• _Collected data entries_
--- START ---

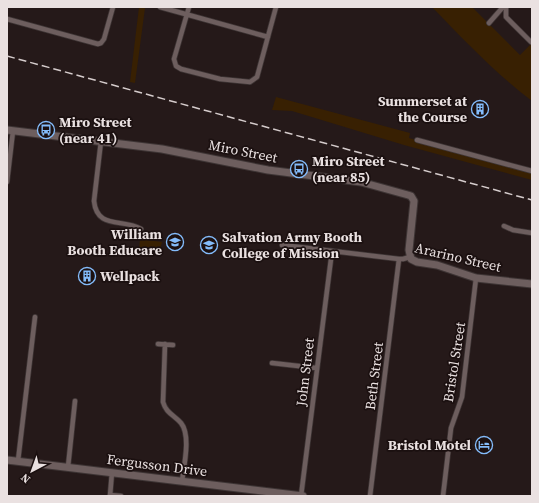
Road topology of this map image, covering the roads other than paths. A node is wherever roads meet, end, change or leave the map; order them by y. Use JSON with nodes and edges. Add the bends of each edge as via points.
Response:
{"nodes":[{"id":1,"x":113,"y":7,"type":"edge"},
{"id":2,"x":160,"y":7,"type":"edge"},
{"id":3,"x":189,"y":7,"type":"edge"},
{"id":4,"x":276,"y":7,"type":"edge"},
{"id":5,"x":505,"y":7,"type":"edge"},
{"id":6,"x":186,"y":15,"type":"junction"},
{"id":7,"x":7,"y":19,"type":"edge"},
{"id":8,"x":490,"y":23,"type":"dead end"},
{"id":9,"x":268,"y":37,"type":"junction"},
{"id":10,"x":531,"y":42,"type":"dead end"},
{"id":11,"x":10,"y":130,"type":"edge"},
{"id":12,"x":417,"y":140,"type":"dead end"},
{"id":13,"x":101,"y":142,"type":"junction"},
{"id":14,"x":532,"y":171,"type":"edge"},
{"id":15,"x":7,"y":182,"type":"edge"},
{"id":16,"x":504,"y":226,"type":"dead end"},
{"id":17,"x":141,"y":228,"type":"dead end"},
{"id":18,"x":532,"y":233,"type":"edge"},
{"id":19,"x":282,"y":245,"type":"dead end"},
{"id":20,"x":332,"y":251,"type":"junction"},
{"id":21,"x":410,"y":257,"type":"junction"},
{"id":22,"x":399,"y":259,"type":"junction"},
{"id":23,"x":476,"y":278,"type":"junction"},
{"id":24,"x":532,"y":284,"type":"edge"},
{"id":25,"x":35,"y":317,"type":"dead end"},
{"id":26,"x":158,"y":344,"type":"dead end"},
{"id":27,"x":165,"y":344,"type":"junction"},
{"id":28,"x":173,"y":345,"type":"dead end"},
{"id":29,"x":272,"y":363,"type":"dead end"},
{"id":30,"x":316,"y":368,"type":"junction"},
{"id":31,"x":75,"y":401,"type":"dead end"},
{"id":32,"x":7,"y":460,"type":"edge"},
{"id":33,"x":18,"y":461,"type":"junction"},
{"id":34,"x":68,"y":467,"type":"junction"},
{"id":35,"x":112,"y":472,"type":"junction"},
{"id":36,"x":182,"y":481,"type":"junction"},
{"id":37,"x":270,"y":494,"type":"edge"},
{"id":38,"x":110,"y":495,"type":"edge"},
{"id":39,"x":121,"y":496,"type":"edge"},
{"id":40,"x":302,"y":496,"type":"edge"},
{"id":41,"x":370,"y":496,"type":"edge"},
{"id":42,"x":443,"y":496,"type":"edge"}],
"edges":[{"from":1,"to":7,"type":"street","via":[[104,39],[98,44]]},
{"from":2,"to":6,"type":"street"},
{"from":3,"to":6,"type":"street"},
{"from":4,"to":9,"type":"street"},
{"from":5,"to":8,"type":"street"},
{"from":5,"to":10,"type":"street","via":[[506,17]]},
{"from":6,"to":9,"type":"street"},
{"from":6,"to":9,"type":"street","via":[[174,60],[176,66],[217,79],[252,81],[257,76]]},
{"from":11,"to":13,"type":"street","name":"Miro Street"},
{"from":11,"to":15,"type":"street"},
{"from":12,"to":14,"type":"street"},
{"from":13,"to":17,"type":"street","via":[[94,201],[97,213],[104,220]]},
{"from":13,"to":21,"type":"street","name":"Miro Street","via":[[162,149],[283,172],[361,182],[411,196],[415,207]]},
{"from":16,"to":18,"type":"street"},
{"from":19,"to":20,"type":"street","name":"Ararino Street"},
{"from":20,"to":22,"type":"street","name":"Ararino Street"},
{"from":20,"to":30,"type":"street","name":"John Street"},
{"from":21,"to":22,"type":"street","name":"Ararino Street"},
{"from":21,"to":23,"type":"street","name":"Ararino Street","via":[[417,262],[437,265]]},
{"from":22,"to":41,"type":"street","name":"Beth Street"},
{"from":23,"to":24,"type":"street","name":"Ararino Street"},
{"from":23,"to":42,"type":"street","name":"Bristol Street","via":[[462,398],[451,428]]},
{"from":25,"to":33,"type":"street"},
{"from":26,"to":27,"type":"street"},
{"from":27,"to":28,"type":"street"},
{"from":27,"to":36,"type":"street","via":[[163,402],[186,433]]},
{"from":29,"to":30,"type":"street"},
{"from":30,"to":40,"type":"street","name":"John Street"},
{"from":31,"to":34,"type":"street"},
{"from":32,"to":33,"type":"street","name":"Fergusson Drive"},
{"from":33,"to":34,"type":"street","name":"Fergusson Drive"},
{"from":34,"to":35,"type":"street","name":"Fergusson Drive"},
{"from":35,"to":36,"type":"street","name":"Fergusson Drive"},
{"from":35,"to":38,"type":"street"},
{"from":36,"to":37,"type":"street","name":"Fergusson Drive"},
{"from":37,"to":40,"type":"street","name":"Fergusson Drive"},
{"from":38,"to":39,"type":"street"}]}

--- END ---

• _WHAT IS EXPECTED_
Leaving the pictures aside, output each entry above exactly as written.

• _YOUR SOLUTION_
Road topology of this map image, covering the roads other than paths. A node is wherever roads meet, end, change or leave the map; order them by y. Use JSON with nodes and edges. Add the bends of each edge as via points.
Response:
{"nodes":[{"id":1,"x":113,"y":7,"type":"edge"},
{"id":2,"x":160,"y":7,"type":"edge"},
{"id":3,"x":189,"y":7,"type":"edge"},
{"id":4,"x":276,"y":7,"type":"edge"},
{"id":5,"x":505,"y":7,"type":"edge"},
{"id":6,"x":186,"y":15,"type":"junction"},
{"id":7,"x":7,"y":19,"type":"edge"},
{"id":8,"x":490,"y":23,"type":"dead end"},
{"id":9,"x":268,"y":37,"type":"junction"},
{"id":10,"x":531,"y":42,"type":"dead end"},
{"id":11,"x":10,"y":130,"type":"edge"},
{"id":12,"x":417,"y":140,"type":"dead end"},
{"id":13,"x":101,"y":142,"type":"junction"},
{"id":14,"x":532,"y":171,"type":"edge"},
{"id":15,"x":7,"y":182,"type":"edge"},
{"id":16,"x":504,"y":226,"type":"dead end"},
{"id":17,"x":141,"y":228,"type":"dead end"},
{"id":18,"x":532,"y":233,"type":"edge"},
{"id":19,"x":282,"y":245,"type":"dead end"},
{"id":20,"x":332,"y":251,"type":"junction"},
{"id":21,"x":410,"y":257,"type":"junction"},
{"id":22,"x":399,"y":259,"type":"junction"},
{"id":23,"x":476,"y":278,"type":"junction"},
{"id":24,"x":532,"y":284,"type":"edge"},
{"id":25,"x":35,"y":317,"type":"dead end"},
{"id":26,"x":158,"y":344,"type":"dead end"},
{"id":27,"x":165,"y":344,"type":"junction"},
{"id":28,"x":173,"y":345,"type":"dead end"},
{"id":29,"x":272,"y":363,"type":"dead end"},
{"id":30,"x":316,"y":368,"type":"junction"},
{"id":31,"x":75,"y":401,"type":"dead end"},
{"id":32,"x":7,"y":460,"type":"edge"},
{"id":33,"x":18,"y":461,"type":"junction"},
{"id":34,"x":68,"y":467,"type":"junction"},
{"id":35,"x":112,"y":472,"type":"junction"},
{"id":36,"x":182,"y":481,"type":"junction"},
{"id":37,"x":270,"y":494,"type":"edge"},
{"id":38,"x":110,"y":495,"type":"edge"},
{"id":39,"x":121,"y":496,"type":"edge"},
{"id":40,"x":302,"y":496,"type":"edge"},
{"id":41,"x":370,"y":496,"type":"edge"},
{"id":42,"x":443,"y":496,"type":"edge"}],
"edges":[{"from":1,"to":7,"type":"street","via":[[104,39],[98,44]]},
{"from":2,"to":6,"type":"street"},
{"from":3,"to":6,"type":"street"},
{"from":4,"to":9,"type":"street"},
{"from":5,"to":8,"type":"street"},
{"from":5,"to":10,"type":"street","via":[[506,17]]},
{"from":6,"to":9,"type":"street"},
{"from":6,"to":9,"type":"street","via":[[174,60],[176,66],[217,79],[252,81],[257,76]]},
{"from":11,"to":13,"type":"street","name":"Miro Street"},
{"from":11,"to":15,"type":"street"},
{"from":12,"to":14,"type":"street"},
{"from":13,"to":17,"type":"street","via":[[94,201],[97,213],[104,220]]},
{"from":13,"to":21,"type":"street","name":"Miro Street","via":[[162,149],[283,172],[361,182],[411,196],[415,207]]},
{"from":16,"to":18,"type":"street"},
{"from":19,"to":20,"type":"street","name":"Ararino Street"},
{"from":20,"to":22,"type":"street","name":"Ararino Street"},
{"from":20,"to":30,"type":"street","name":"John Street"},
{"from":21,"to":22,"type":"street","name":"Ararino Street"},
{"from":21,"to":23,"type":"street","name":"Ararino Street","via":[[417,262],[437,265]]},
{"from":22,"to":41,"type":"street","name":"Beth Street"},
{"from":23,"to":24,"type":"street","name":"Ararino Street"},
{"from":23,"to":42,"type":"street","name":"Bristol Street","via":[[462,398],[451,428]]},
{"from":25,"to":33,"type":"street"},
{"from":26,"to":27,"type":"street"},
{"from":27,"to":28,"type":"street"},
{"from":27,"to":36,"type":"street","via":[[163,402],[186,433]]},
{"from":29,"to":30,"type":"street"},
{"from":30,"to":40,"type":"street","name":"John Street"},
{"from":31,"to":34,"type":"street"},
{"from":32,"to":33,"type":"street","name":"Fergusson Drive"},
{"from":33,"to":34,"type":"street","name":"Fergusson Drive"},
{"from":34,"to":35,"type":"street","name":"Fergusson Drive"},
{"from":35,"to":36,"type":"street","name":"Fergusson Drive"},
{"from":35,"to":38,"type":"street"},
{"from":36,"to":37,"type":"street","name":"Fergusson Drive"},
{"from":37,"to":40,"type":"street","name":"Fergusson Drive"},
{"from":38,"to":39,"type":"street"}]}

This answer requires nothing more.